La CIP-N a entamé l'examen des divergences entre les deux conseils au sujet de la révision de la loi sur l'asile (02.060). Cet examen portait en particulier sur les dispositions que le Conseil fédéral a introduites après la première lecture au Conseil national et qui ont été approuvées par le Conseil des États. Par 14 voix contre 10 et 1 abstention, la commission a rejeté une proposition de renvoi du projet : il s'agissait de charger le Conseil fédéral de commenter, dans un rapport complémentaire, ses nouvelles propositions ainsi que les dispositions - encore plus sévères - adoptées par le Conseil des États. Selon les partisans de cette proposition, il y a lieu d'expliquer de manière circonstanciée à l'opinion publique les dispositions légales de portée majeure, tant par souci de transparence qu'en vue de leur application ultérieure; or, tel n'a pas été le cas en l'occurrence. Pour sa part, la majorité de la commission a souligné que les arguments pour et contre étaient déjà connus du grand public, tout en rappelant qu'aucun message n'avait été établi par le passé lorsque s'étaient présentés des cas similaires. Enfin et surtout, la majorité a expliqué qu'un tel renvoi retarderait fortement l'application des mesures, visant à lutter contre les abus en matière d'asile, alors même qu'elles sont jugées urgentes.
La commission a par ailleurs rejeté d'autres motions d'ordre qui auraient également retardé l'examen du projet. Elle a ainsi refusé de procéder à d'autres auditions et d'attendre de disposer par écrit des motifs de l'arrêt du 18 mars 2005 par lequel le Tribunal fédéral avait déclaré anticonstitutionnelle la suspension de l'aide d'urgence à un requérant débouté.
La commission entamera l'examen par article à sa séance des 12 et 13 mai prochains.
Le deuxième grand dossier à l'ordre du jour était la révision totale de la loi fédérale sur les étrangers (LEtr) (02.024n). La commission a procédé à l'élimination des divergences jusqu'à l'art. 42 et pris les décisions suivantes :
Suppression de la disposition concernant les travailleurs non qualifiés
La commission a renoncé à assouplir le principe d'admission différenciée prévu par le Conseil fédéral et le Conseil des États, selon lequel, parmi les citoyens hors UE, seuls des cadres, des spécialistes et des travailleurs qualifiés peuvent être admis en Suisse. Par 15 voix contre 10, elle s'est ralliée à la décision du Conseil des États en biffant le passage autorisant aussi « la main d'uvre nécessaire à l'accomplissant de tâches spécifiques » à obtenir une autorisation de courte durée ou de séjour (art. 23). La commission estime en effet que les besoins en main d'uvre peu qualifiée peuvent être couverts par les contingents actuels.

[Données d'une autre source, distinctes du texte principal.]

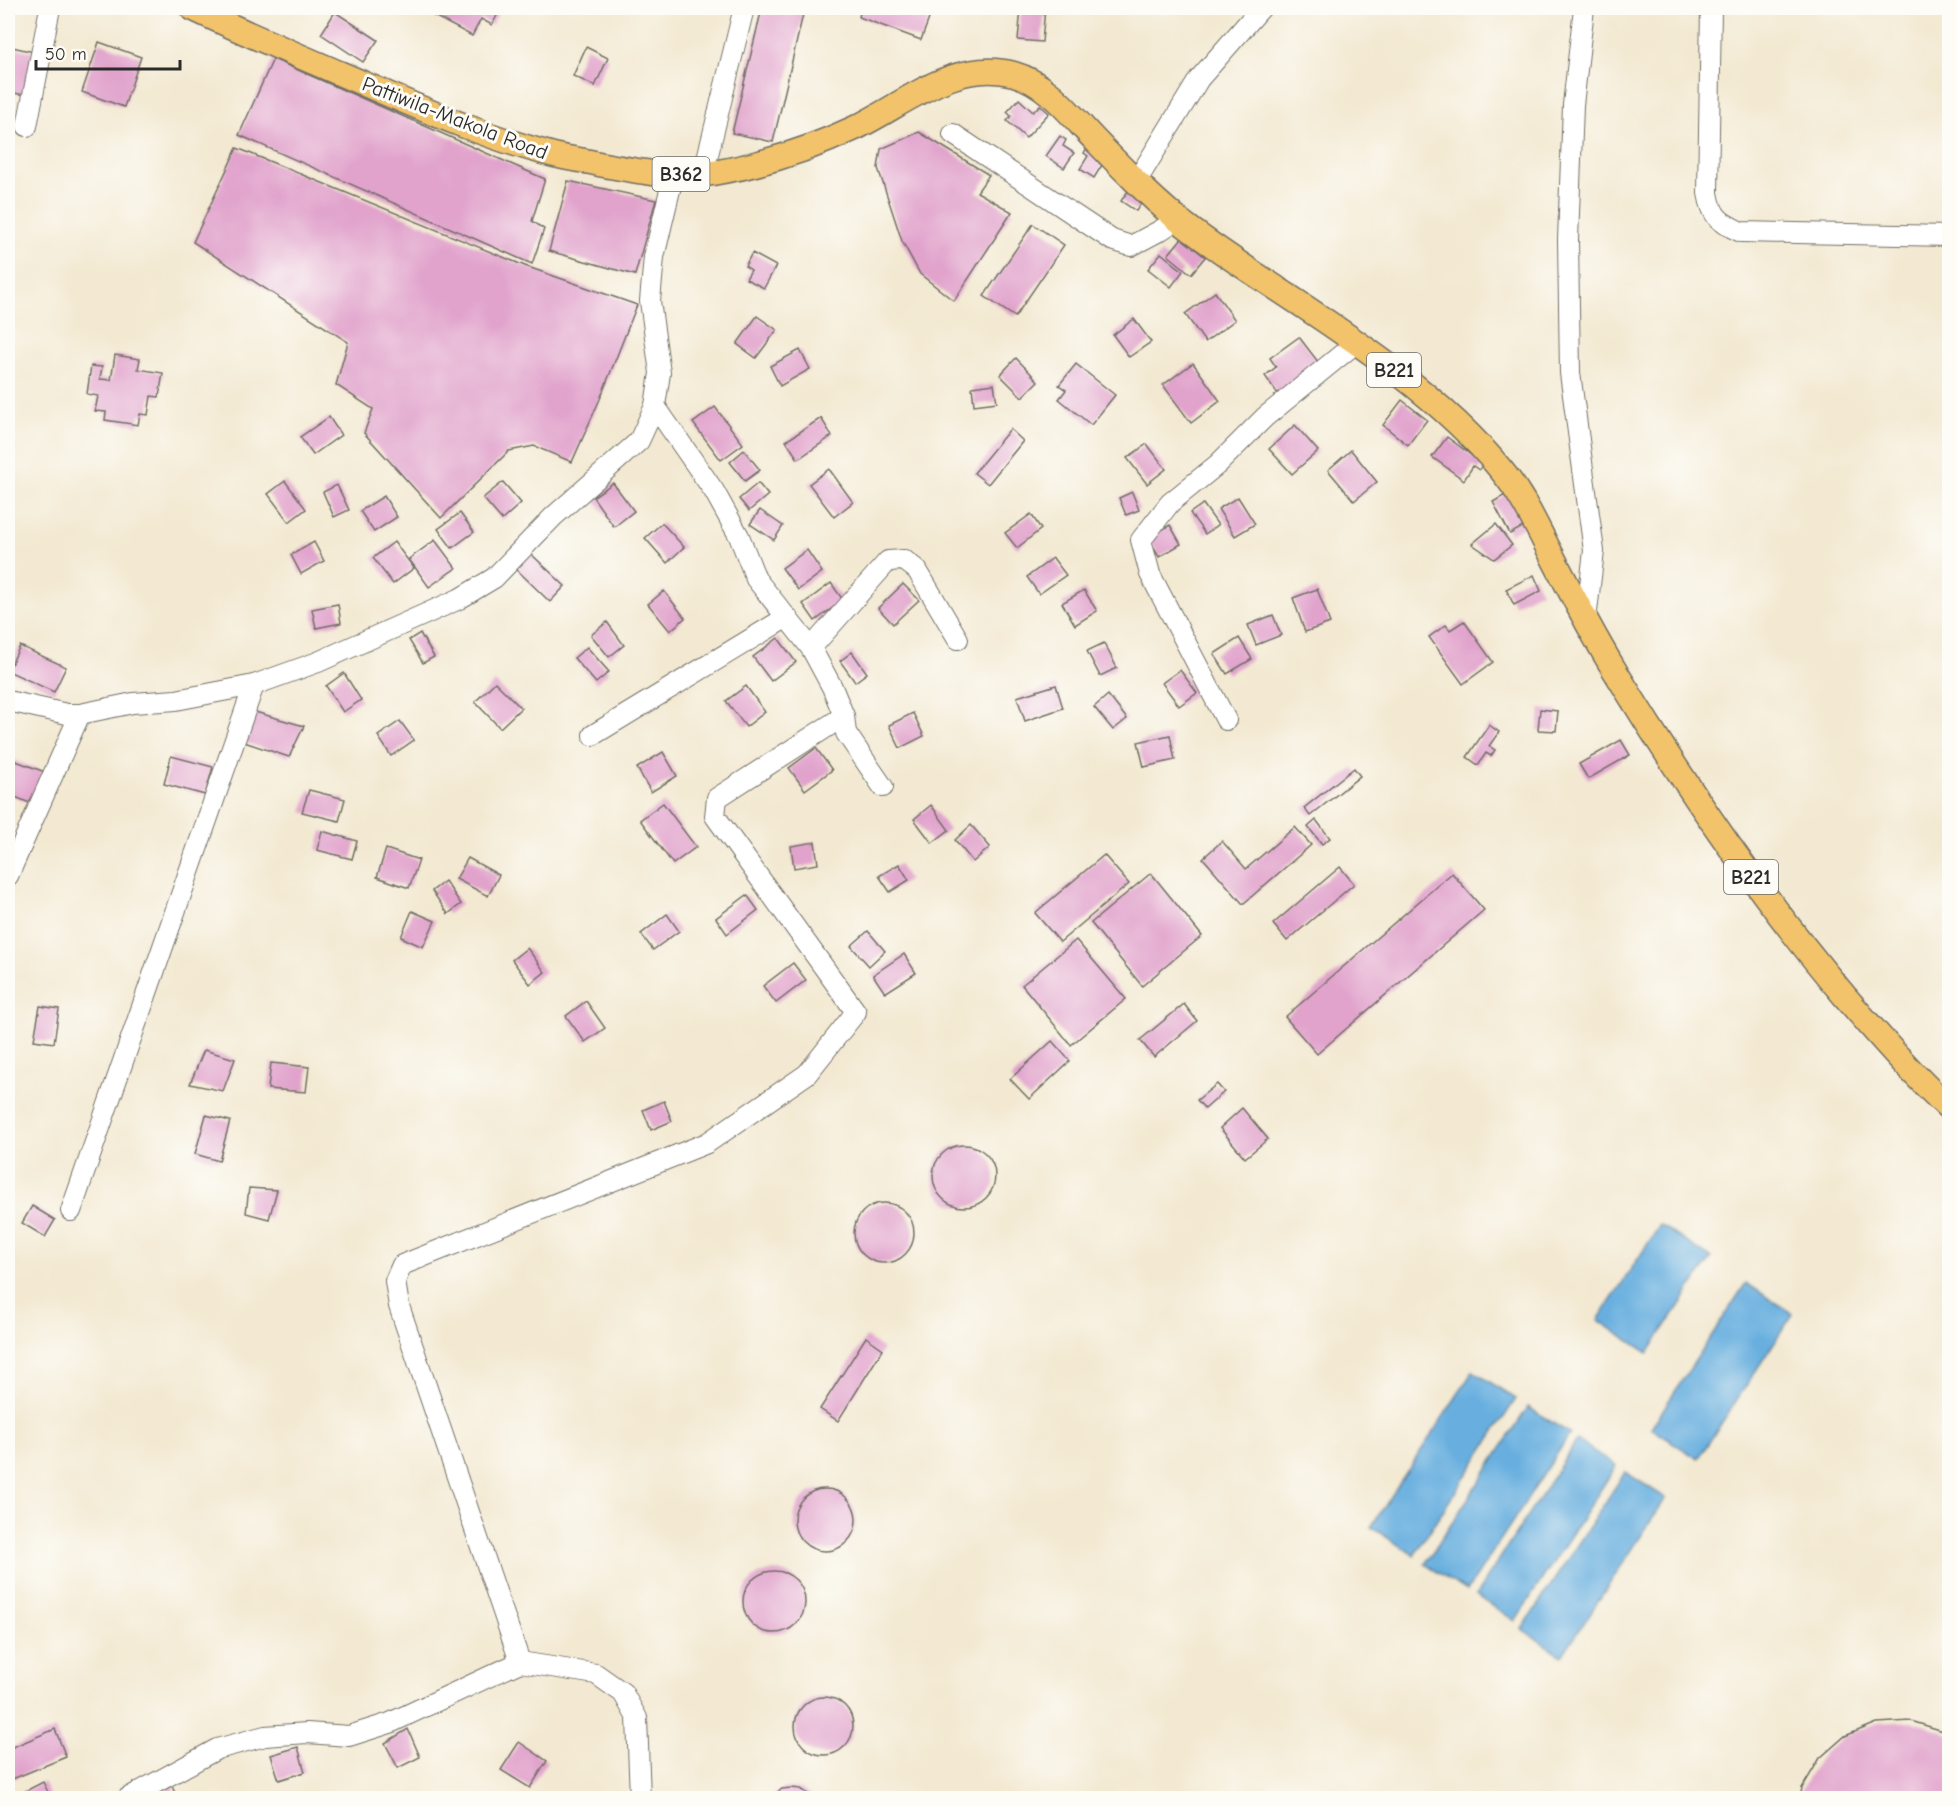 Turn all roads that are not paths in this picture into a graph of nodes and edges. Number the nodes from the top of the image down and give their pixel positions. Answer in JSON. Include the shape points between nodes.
{"nodes":[{"id":1,"x":50,"y":8,"type":"edge"},
{"id":2,"x":744,"y":8,"type":"edge"},
{"id":3,"x":1261,"y":8,"type":"edge"},
{"id":4,"x":1584,"y":8,"type":"edge"},
{"id":5,"x":1711,"y":8,"type":"edge"},
{"id":6,"x":207,"y":11,"type":"edge"},
{"id":7,"x":27,"y":126,"type":"dead end"},
{"id":8,"x":953,"y":134,"type":"dead end"},
{"id":9,"x":674,"y":173,"type":"junction"},
{"id":10,"x":704,"y":175,"type":"junction"},
{"id":11,"x":1136,"y":182,"type":"junction"},
{"id":12,"x":1177,"y":219,"type":"junction"},
{"id":13,"x":1950,"y":236,"type":"edge"},
{"id":14,"x":1357,"y":342,"type":"junction"},
{"id":15,"x":655,"y":406,"type":"junction"},
{"id":16,"x":787,"y":617,"type":"junction"},
{"id":17,"x":1586,"y":620,"type":"junction"},
{"id":18,"x":958,"y":639,"type":"dead end"},
{"id":19,"x":811,"y":648,"type":"junction"},
{"id":20,"x":254,"y":685,"type":"junction"},
{"id":21,"x":8,"y":701,"type":"edge"},
{"id":22,"x":80,"y":714,"type":"junction"},
{"id":23,"x":844,"y":717,"type":"junction"},
{"id":24,"x":1226,"y":720,"type":"dead end"},
{"id":25,"x":593,"y":735,"type":"dead end"},
{"id":26,"x":883,"y":786,"type":"dead end"},
{"id":27,"x":8,"y":876,"type":"edge"},
{"id":28,"x":1950,"y":1109,"type":"edge"},
{"id":29,"x":71,"y":1210,"type":"dead end"},
{"id":30,"x":520,"y":1662,"type":"junction"},
{"id":31,"x":128,"y":1798,"type":"edge"},
{"id":32,"x":640,"y":1798,"type":"edge"}],
"edges":[{"from":1,"to":7,"type":"street"},
{"from":2,"to":10,"type":"street"},
{"from":3,"to":11,"type":"street","via":[[1199,79]]},
{"from":4,"to":17,"type":"street","via":[[1574,105],[1568,240],[1570,373],[1594,551]]},
{"from":5,"to":13,"type":"street","via":[[1707,193],[1711,210],[1722,224],[1741,232]]},
{"from":6,"to":9,"type":"main road","name":"Pattiwila-Makola Road","number":"B362","via":[[418,107],[518,144],[636,172]]},
{"from":8,"to":12,"type":"street","via":[[1112,240],[1131,246]]},
{"from":9,"to":10,"type":"main road","name":"Pattiwila-Makola Road","number":"B362"},
{"from":9,"to":15,"type":"street","via":[[654,257],[650,301],[660,373]]},
{"from":10,"to":11,"type":"main road","name":"Pattiwila-Makola Road","number":"B362","via":[[743,168],[817,144],[859,126],[933,84],[991,70],[1032,81],[1049,94]]},
{"from":11,"to":12,"type":"main road","number":"B221"},
{"from":12,"to":14,"type":"main road","number":"B221"},
{"from":14,"to":17,"type":"main road","number":"B221","via":[[1468,433],[1504,474],[1527,508]]},
{"from":14,"to":24,"type":"street","via":[[1265,417],[1218,464],[1170,503],[1141,540],[1150,574]]},
{"from":15,"to":16,"type":"street","via":[[714,491],[739,536],[756,579]]},
{"from":15,"to":20,"type":"street","via":[[639,441],[553,517],[494,578],[459,599],[327,658]]},
{"from":16,"to":19,"type":"street"},
{"from":16,"to":25,"type":"street"},
{"from":17,"to":28,"type":"main road","number":"B221","via":[[1665,749],[1757,885],[1870,1026]]},
{"from":18,"to":19,"type":"street","via":[[917,570],[904,560],[888,561]]},
{"from":19,"to":23,"type":"street"},
{"from":20,"to":22,"type":"street"},
{"from":20,"to":29,"type":"street"},
{"from":21,"to":22,"type":"street"},
{"from":22,"to":27,"type":"street"},
{"from":23,"to":26,"type":"street","via":[[846,733]]},
{"from":23,"to":30,"type":"street","via":[[717,798],[716,816],[856,1012],[807,1074],[707,1143],[402,1265],[395,1281],[399,1306]]},
{"from":30,"to":31,"type":"street","via":[[390,1723],[349,1737],[307,1733],[265,1736],[217,1749]]},
{"from":30,"to":32,"type":"street","via":[[596,1674],[623,1693],[637,1718]]}]} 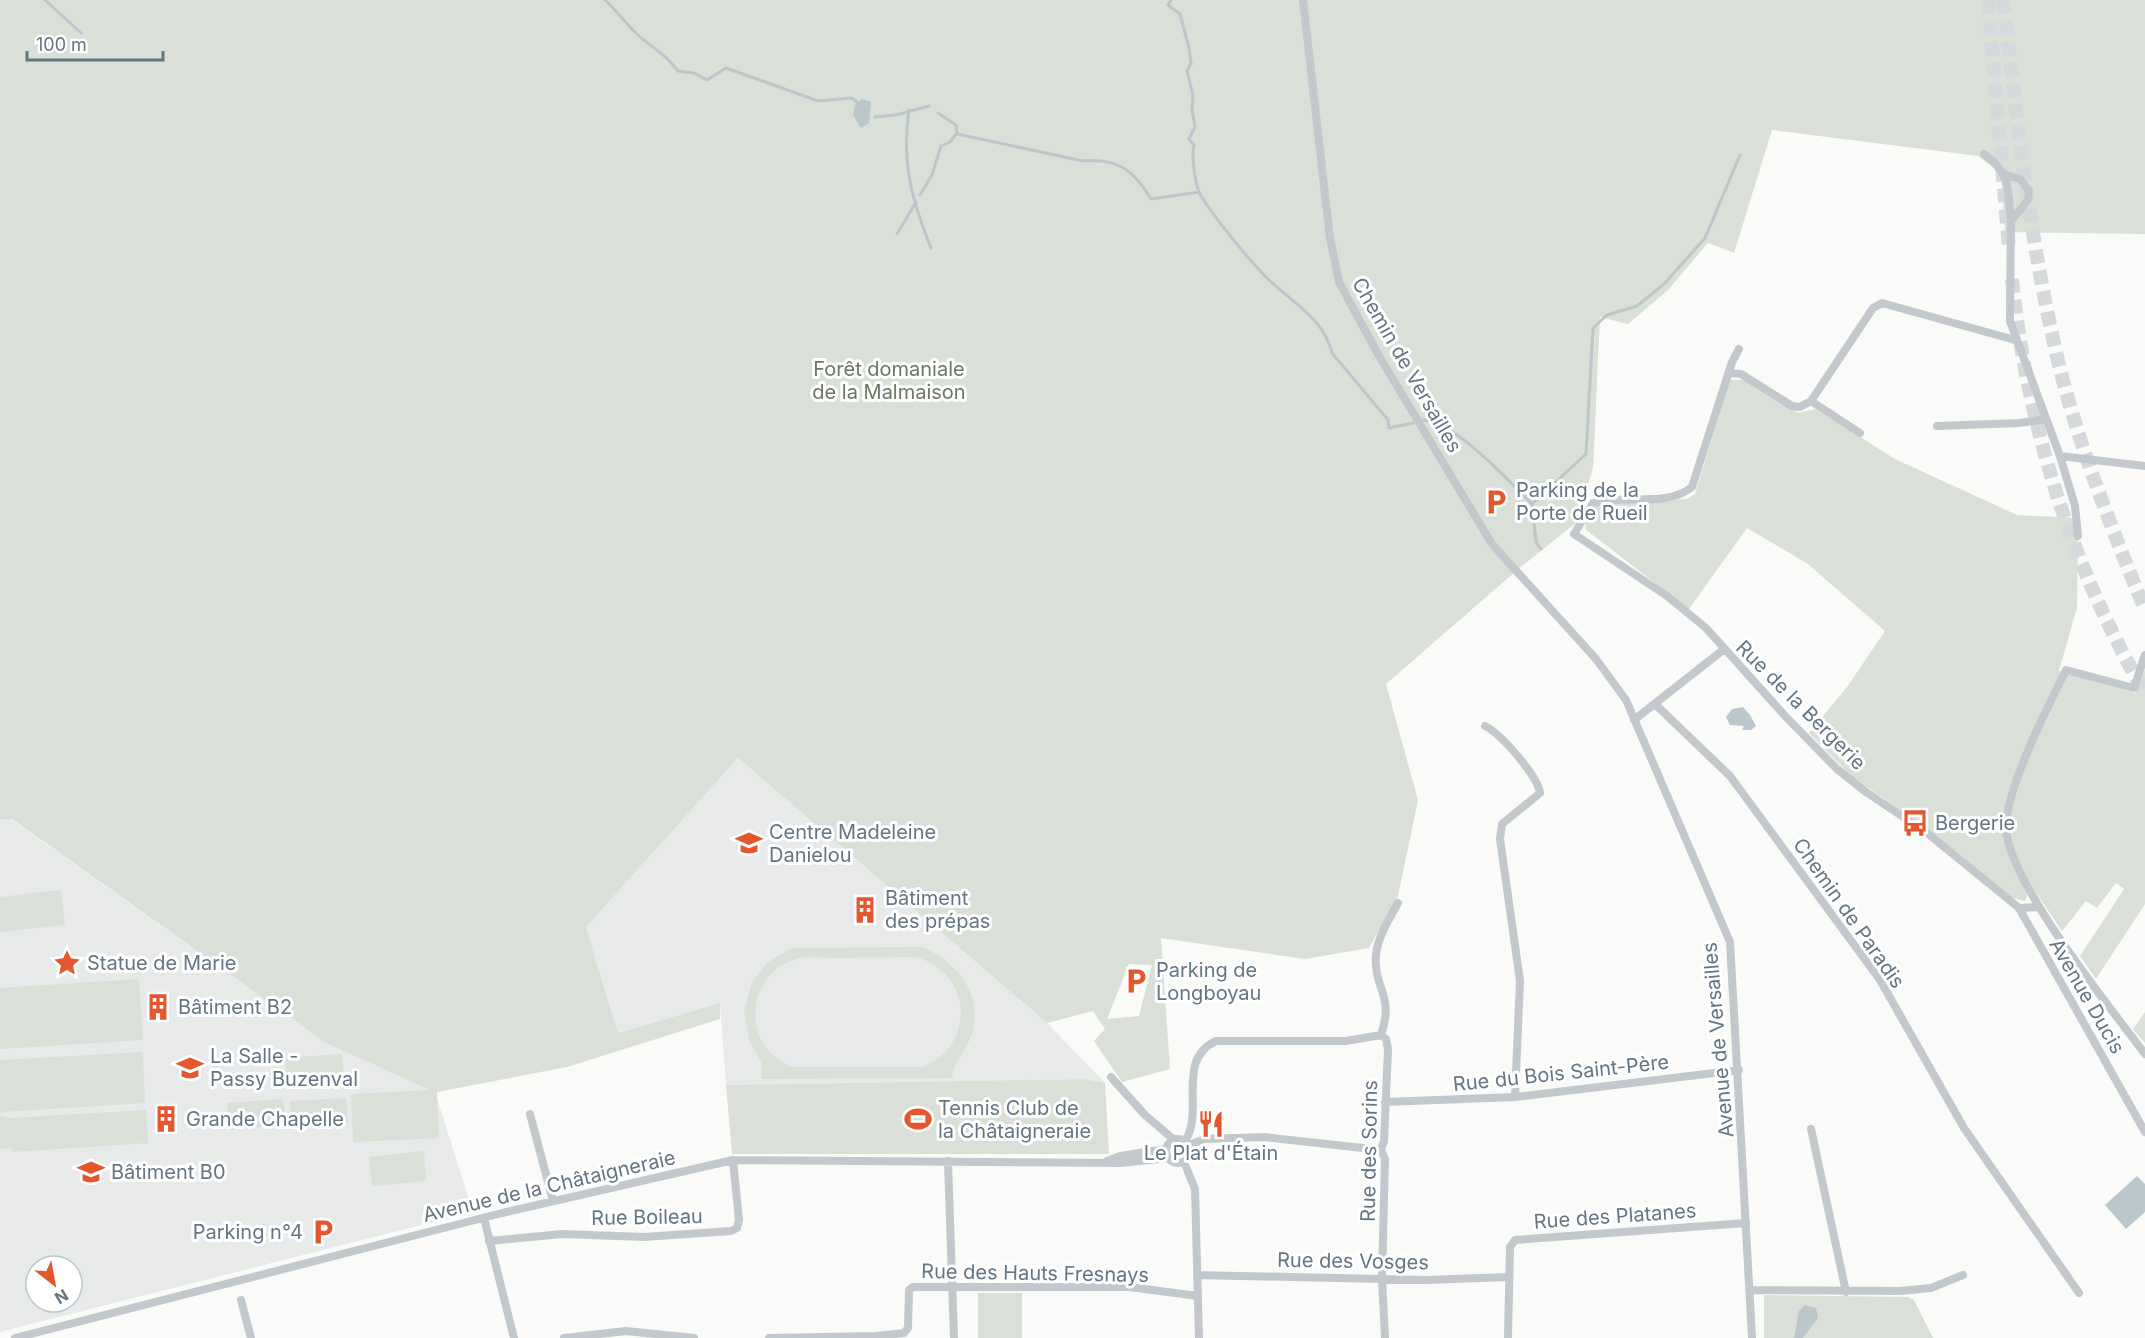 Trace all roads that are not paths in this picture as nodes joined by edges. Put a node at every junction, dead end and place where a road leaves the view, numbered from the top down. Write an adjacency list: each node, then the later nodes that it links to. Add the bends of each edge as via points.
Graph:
1 (1303, 0): 15 (street, Chemin de Versailles, via 1330,238 1339,282 1492,544)
2 (1984, 154): 3 (street)
3 (2006, 175): 4 (street); 4 (street, via 2020,180 2030,191 2028,200)
4 (2011, 221): 5 (street, via 2008,311)
5 (2015, 340): 8 (street, via 1882,303 1873,308); 9 (street)
6 (1739, 349): 7 (street)
7 (1730, 373): 8 (street, via 1741,374 1792,406 1800,407); 16 (street, Rue de la Bergerie, via 1692,487 1671,497 1593,503 1575,534 1667,596 1706,628)
8 (1811, 401): 11 (street)
9 (2045, 419): 10 (street); 12 (street)
10 (1937, 426)
11 (1860, 434)
12 (2060, 456): 13 (street); 14 (street, via 2075,506)
13 (2145, 466)
14 (2078, 536)
15 (1548, 608): 19 (street, Avenue de Versailles, via 1596,659 1626,700)
16 (1723, 650): 18 (street); 23 (street, Rue de la Bergerie, via 1838,769 1927,833)
17 (2145, 655): 22 (street, via 2134,688 2066,670 2044,714 2013,793 2006,827 2010,850)
18 (1656, 705): 19 (street); 51 (street, Chemin de Paradis, via 1730,776 1856,946 1880,980 1964,1128)
19 (1634, 720): 26 (street, Avenue de Versailles, via 1730,942)
20 (1485, 726): 28 (street, via 1495,731 1529,772 1540,793 1502,825 1500,839 1520,981)
21 (1398, 903): 24 (street, Rue des Sorins, via 1376,955 1388,1016)
22 (2038, 907): 23 (street); 25 (street)
23 (2019, 908): 32 (street, Avenue Ducis)
24 (1381, 1035): 29 (street, Rue des Sorins, via 1388,1049); 34 (street, via 1346,1041 1216,1041 1198,1056 1193,1072 1191,1132)
25 (2145, 1054)
26 (1739, 1070): 28 (street, Rue du Bois Saint-Père); 42 (street, Avenue de Versailles)
27 (1111, 1077): 33 (street)
28 (1515, 1097): 29 (street, Rue du Bois Saint-Père)
29 (1385, 1102): 35 (street, Rue des Sorins)
30 (530, 1114): 40 (street)
31 (1811, 1129): 50 (street)
32 (2145, 1132)
33 (1173, 1140): 34 (street); 36 (street)
34 (1187, 1143): 35 (street, via 1205,1138 1264,1137); 39 (street, via 1190,1151)
35 (1381, 1150): 47 (street, Rue des Sorins, via 1385,1159)
36 (1167, 1153): 38 (street, Avenue de la Châtaigneraie, via 1121,1163); 39 (street, via 1178,1163)
37 (733, 1160): 38 (street, Avenue de la Châtaigneraie); 40 (street, Avenue de la Châtaigneraie); 43 (street, Rue Boileau, via 739,1220 737,1228 731,1231 644,1237 562,1234)
38 (948, 1161): 48 (street)
39 (1184, 1162): 44 (street, via 1195,1189)
40 (553, 1201): 41 (street, Avenue de la Châtaigneraie)
41 (484, 1218): 43 (street); 54 (street, Avenue de la Châtaigneraie)
42 (1746, 1223): 46 (street, Rue des Platanes, via 1515,1240 1510,1247); 49 (street, Avenue de Versailles)
43 (489, 1241): 57 (street)
44 (1197, 1275): 47 (street, Rue des Vosges); 52 (street)
45 (1963, 1275): 50 (street, via 1931,1288)
46 (1509, 1277): 47 (street, Rue des Vosges); 64 (street, Rue des Platanes)
47 (1382, 1278): 63 (street, Rue des Sorins)
48 (952, 1287): 52 (street, Rue des Hauts Fresnays, via 1129,1287); 60 (street, Rue des Hauts Fresnays, via 909,1290 908,1328 904,1333); 61 (street)
49 (1749, 1290): 50 (street); 65 (street, Avenue de Versailles)
50 (1846, 1292)
51 (2079, 1293)
52 (1198, 1296): 62 (street)
53 (241, 1300): 56 (street)
54 (26, 1337): 55 (street, Avenue de la Châtaigneraie)
55 (15, 1338)
56 (251, 1338)
57 (514, 1338)
58 (564, 1338): 59 (street, via 626,1331)
59 (694, 1338)
60 (768, 1338)
61 (954, 1338)
62 (1199, 1338)
63 (1385, 1338)
64 (1508, 1338)
65 (1752, 1338)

Réglementation du séjour des témoins de la traite d'êtres humains
Par 18 voix contre 6, la commission a maintenu la décision du Conseil national, selon laquelle non seulement les victimes mais aussi les témoins de la traite d'êtres humains pourront bénéficier d'une dérogation aux conditions d'admission (art. 30, al. 1, let. e). Il s'agit de leur accorder une autorisation de séjour dans la perspective des poursuites pénales engagées contre les auteurs de ces crimes.
Suppression de la disposition réglementant le séjour des « Sans-papiers »
La commission s'est ralliée aux préoccupations du Conseil des États et du Conseil fédéral concernant la régularisation des étrangers présents illégalement en Suisse. Par 14 voix contre 11, elle a décidé de proposer le retrait de l'art. 30, al. 1bis introduit à une courte majorité par le Conseil national. Cet article prévoyait que, après quatre ans passés illégalement en Suisse, un étranger pourrait prétendre à ce que sa demande d'autorisation de séjour soit examinée de manière approfondie.
Abaissement à 12 ans de l'âge limite pour l'obtention automatique d'une autorisation d'établissement
Enfin, la commission a souhaité inciter les enfants de personnes possédant une autorisation d'établissement à rejoindre leurs parents plus tôt. Par 12 voix contre 12 et grâce à la voix prépondérante du président, elle a suivi le Conseil des États et abaissé de 14 à 12 ans l'âge maximal auquel un enfant peut prétendre à une autorisation d'établissement (art. 41 et 42).
La commission a siégé à Berne les 14 et 15 avril 2005 sous la présidence de Hermann Weyeneth (UDC, BE).